Miss Allyn was not so sure of that; but Albert was mounting the wall of the terrace, to which he had led the way, in rather dangerous fashion, and Miss Allyn hurrying to lift the little fellow to a safer level, the conversation ended abruptly.

“Isn't it beautiful!” she said, as Marie-Celeste joined her, at the same time lending a hand toward a less ambitious bit of climbing with which Albert was fain to content himself.

Marie-Celeste looked away over the tops of the fine old trees that just reach to the terraces from the steep decline of the slopes below, way to the lovely meadows, and then turned to look up at the castle, leaning comfortably against the wall at her back.

“Yes,” she said seriously; “I can't find any words for it all”—her face fairly aglow with enthusiasm as she spoke—“everything is so perfectly lovely: the views, and the towers, and the castle itself, and the chapels, and the wonderful Long Walk, so that it seems as though I was just dreaming it all, even to the little room Harold has fitted up so beautifully for me.”

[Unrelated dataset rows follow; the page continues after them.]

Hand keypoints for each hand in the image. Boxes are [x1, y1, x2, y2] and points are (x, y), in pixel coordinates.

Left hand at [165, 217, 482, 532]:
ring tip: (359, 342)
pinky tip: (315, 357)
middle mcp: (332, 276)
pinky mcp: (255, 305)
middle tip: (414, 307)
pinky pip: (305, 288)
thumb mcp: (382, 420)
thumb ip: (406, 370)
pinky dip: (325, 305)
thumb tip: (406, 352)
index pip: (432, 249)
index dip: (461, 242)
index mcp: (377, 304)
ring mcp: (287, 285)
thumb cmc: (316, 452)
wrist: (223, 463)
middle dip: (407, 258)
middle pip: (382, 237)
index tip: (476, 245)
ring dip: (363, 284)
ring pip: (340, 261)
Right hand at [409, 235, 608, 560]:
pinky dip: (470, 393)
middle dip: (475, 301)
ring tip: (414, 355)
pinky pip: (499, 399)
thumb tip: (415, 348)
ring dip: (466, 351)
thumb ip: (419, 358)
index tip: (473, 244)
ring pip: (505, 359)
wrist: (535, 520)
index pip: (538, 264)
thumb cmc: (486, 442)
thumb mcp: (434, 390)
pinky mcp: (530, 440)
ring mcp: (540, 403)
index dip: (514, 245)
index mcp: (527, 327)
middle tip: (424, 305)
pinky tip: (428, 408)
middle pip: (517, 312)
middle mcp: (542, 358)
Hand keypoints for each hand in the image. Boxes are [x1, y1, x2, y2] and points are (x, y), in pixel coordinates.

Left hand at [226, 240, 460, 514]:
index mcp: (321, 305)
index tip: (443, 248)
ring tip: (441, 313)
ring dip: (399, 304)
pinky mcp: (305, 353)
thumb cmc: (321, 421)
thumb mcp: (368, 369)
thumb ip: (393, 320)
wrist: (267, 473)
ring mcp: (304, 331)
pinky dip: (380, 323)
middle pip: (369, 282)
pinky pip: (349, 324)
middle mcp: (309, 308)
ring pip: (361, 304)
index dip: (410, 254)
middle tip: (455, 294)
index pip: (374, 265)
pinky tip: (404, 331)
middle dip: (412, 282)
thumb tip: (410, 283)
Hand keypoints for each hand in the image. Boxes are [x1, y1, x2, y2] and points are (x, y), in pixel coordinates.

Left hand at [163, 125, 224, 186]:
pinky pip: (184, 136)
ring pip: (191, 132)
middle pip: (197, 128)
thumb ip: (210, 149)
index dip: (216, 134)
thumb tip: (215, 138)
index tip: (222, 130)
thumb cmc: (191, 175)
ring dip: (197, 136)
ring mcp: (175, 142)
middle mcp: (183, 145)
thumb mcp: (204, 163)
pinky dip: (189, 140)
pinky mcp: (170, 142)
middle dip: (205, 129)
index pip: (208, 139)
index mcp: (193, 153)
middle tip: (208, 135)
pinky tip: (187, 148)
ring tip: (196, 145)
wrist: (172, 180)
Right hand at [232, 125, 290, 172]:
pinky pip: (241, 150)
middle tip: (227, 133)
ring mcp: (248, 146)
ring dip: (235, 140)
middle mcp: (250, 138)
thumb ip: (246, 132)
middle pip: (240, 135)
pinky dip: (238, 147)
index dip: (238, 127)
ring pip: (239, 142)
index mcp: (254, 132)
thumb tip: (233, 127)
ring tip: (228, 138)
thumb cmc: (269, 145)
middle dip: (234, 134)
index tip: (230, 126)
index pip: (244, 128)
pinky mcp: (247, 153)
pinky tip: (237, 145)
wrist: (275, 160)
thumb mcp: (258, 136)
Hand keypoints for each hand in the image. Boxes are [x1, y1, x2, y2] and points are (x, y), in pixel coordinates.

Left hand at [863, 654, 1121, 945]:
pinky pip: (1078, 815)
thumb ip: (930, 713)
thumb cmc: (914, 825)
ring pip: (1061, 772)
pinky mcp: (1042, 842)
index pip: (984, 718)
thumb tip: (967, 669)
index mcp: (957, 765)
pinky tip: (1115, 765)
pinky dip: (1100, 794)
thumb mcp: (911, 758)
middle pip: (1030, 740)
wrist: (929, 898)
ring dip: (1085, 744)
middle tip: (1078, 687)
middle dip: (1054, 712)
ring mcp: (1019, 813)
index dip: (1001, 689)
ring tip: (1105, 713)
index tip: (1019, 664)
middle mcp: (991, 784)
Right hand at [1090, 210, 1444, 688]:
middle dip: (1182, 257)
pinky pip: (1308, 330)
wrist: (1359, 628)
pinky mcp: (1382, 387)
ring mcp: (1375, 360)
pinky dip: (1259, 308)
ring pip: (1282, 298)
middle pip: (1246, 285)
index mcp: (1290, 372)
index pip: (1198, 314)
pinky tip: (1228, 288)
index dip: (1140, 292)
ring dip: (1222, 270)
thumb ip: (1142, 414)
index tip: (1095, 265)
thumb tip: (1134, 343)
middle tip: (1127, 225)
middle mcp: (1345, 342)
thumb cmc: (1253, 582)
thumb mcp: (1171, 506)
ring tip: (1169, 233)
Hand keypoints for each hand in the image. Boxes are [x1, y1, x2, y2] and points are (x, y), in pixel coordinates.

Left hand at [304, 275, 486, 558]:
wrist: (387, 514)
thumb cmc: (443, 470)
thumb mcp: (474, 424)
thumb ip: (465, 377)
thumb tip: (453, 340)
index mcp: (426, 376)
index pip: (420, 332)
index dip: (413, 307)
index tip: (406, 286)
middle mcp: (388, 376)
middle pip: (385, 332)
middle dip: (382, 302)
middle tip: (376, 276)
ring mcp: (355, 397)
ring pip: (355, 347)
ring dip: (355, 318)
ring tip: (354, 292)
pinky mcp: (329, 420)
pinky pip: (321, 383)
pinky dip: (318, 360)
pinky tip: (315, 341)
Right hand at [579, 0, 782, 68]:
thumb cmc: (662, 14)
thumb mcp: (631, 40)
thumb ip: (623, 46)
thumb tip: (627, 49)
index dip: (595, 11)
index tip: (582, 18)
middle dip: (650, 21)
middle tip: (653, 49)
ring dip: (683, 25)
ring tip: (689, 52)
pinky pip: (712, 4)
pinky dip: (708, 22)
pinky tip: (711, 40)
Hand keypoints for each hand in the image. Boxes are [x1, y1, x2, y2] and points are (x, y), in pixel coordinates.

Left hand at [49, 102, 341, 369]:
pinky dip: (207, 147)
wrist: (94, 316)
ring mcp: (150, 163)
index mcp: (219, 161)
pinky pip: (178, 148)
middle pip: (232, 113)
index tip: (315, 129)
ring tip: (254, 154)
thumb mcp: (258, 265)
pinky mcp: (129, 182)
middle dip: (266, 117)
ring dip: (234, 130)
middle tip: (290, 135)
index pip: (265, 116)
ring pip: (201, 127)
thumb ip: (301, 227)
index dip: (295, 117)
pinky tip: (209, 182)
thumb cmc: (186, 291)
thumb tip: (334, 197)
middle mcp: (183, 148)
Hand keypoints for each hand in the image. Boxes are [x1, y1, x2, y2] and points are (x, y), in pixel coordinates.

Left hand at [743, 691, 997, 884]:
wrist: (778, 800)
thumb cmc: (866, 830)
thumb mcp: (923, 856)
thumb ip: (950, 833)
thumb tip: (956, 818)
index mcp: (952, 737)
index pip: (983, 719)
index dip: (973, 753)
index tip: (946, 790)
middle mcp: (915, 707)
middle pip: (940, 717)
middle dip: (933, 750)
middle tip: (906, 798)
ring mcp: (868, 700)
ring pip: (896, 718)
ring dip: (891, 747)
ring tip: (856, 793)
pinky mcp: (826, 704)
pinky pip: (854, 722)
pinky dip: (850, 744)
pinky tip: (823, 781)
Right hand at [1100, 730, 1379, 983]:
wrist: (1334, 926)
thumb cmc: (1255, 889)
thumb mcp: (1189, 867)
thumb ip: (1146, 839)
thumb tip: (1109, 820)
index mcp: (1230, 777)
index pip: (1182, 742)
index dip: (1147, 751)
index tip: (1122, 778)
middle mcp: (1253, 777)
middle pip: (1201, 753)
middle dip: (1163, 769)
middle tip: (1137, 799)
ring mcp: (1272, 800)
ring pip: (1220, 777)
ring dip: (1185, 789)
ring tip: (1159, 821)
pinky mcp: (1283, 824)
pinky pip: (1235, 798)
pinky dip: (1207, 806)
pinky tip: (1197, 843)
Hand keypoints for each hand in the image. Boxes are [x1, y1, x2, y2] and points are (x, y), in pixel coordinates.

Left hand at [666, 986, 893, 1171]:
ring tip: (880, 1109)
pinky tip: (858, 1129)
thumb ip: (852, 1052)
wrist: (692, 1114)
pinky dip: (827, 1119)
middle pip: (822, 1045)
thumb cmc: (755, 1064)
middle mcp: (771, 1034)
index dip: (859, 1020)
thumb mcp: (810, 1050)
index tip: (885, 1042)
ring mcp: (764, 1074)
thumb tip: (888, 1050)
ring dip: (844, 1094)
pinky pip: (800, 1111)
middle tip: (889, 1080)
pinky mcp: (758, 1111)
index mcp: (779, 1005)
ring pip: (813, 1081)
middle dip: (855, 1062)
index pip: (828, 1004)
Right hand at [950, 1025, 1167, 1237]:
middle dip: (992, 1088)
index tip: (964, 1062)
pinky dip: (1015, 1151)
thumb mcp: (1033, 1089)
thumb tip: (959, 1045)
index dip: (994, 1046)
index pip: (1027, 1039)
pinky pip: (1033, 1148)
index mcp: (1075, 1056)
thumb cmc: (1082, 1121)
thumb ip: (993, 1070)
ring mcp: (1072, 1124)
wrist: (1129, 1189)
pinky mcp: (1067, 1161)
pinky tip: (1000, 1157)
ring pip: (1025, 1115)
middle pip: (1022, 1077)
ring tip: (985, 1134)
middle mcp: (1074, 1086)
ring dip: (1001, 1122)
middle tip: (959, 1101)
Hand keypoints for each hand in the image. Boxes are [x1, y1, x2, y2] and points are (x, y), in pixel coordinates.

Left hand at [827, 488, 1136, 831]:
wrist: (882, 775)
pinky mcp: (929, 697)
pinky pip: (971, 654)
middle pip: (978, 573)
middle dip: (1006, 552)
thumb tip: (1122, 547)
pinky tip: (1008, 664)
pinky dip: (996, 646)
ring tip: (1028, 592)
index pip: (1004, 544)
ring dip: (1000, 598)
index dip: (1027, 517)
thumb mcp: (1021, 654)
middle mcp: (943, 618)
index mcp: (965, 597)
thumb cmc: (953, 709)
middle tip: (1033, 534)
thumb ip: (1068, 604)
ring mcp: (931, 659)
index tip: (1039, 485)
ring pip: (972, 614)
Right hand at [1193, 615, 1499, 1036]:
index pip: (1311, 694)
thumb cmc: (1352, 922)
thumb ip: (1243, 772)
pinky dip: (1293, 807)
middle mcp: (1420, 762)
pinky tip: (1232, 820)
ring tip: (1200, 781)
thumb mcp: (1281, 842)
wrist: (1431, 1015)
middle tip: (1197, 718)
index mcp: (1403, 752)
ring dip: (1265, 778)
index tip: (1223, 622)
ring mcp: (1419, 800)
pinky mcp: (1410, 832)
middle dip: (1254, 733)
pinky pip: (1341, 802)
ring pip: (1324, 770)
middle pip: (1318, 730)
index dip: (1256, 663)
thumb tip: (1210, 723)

“I was sure it would look very prettily when it was finished,” said Miss Allyn complacently. “Why, did you see it?”

“Why, of course I did! Hasn't Harold told you that I selected the curtains, and the valance, and the hangings, and went with him to buy the set for the toilette-table?”

“Oh, yes, of course he did. I don't know what I was thinking of. You used to know Aunt Grace very well, didn't you?”

“Yes; and loved her with all my heart; and I used to spend a great deal of time at the dear Little Castle.”

“Do you know much about Ted, Miss Allyn?”

“No, not much, dear—not nowadays; but why do you ask?”

“Oh, because—well, I suppose I ought not to say it, but we're awfully disappointed in Ted. He wasn't ever half so nice as Harold, was he?”

“Oh, yes, he was—just as nice every bit; though we English people think that word nice of yours is so very queer. You have heard, haven't you”—for Miss Aliyn was quite willing to change the subject—“of the Englishman who said to a young girl whom he met on the steamer, 'You Americans use nice so much, I think it's a nasty word;' and of how she turned and archly said, 'And do you think nasty is a nice word?'”

“Dood for her,” said Albert, thankful that the conversation had once more grown intelligible.

“But nobody thinks Ted is so nice now, do they?” for Marie-Celeste preferred to keep to the main point.

“No, I'm afraid not; but they would if he would let them, I'm sure, for he had the makings of a splendid fellow in him.”

“He used to be Dorothy's best friend, didn't he, Dorothy?”

“Yes, he did, Albert, and I miss him very much. He and Harry are great friends still. Harry's my big brother, Marie-Celeste.”

“Why doesn't he tom to see us now, Dorothy?” Albert questioned.

“He's tired of us, perhaps;” and Marie-Celeste, looking up at Miss Allyn's sweet face, wondered how that could be, and then asked very seriously, “Do you know what has changed him, Miss Aliyn?”

“Oh, yes, it is easy enough to tell: Oxford and popularity and more money than is good for him, like your friend, Mr. Belden. It takes pretty strong stuff to withstand that combination.”

“Well, I know one thing,” said Marie-Celeste, “and that is that he isn't at all nice to Harold, and that he comes home very seldom, and is very high and mighty when he does come.”

“High and mighty?” queried Albert, with a whimsical little smile. “That must be a funny way to be;” and then Miss Allyn, more impressed than ever with the doubtful propriety of discussing Mr. Theodore Harris's shortcomings under existing conditions, looked at her watch, and discovering it was time to go home, asked Marie-Celeste to come with them to luncheon.

“No, not to-day, thank you. Mamma will be sending to look me up if I don't hurry home myself. So, good-bye; good-bye, Albert (with a kiss, which the fast-maturing, little fellow was half inclined to resent), and thank you ever so much for the music. Shall you play on Thursday, Miss Allyn?”

“Yes; at this same time, probably.”

“Then I shall surely come.”

“So s'all I,” chimed in a little voice with even firmer determination.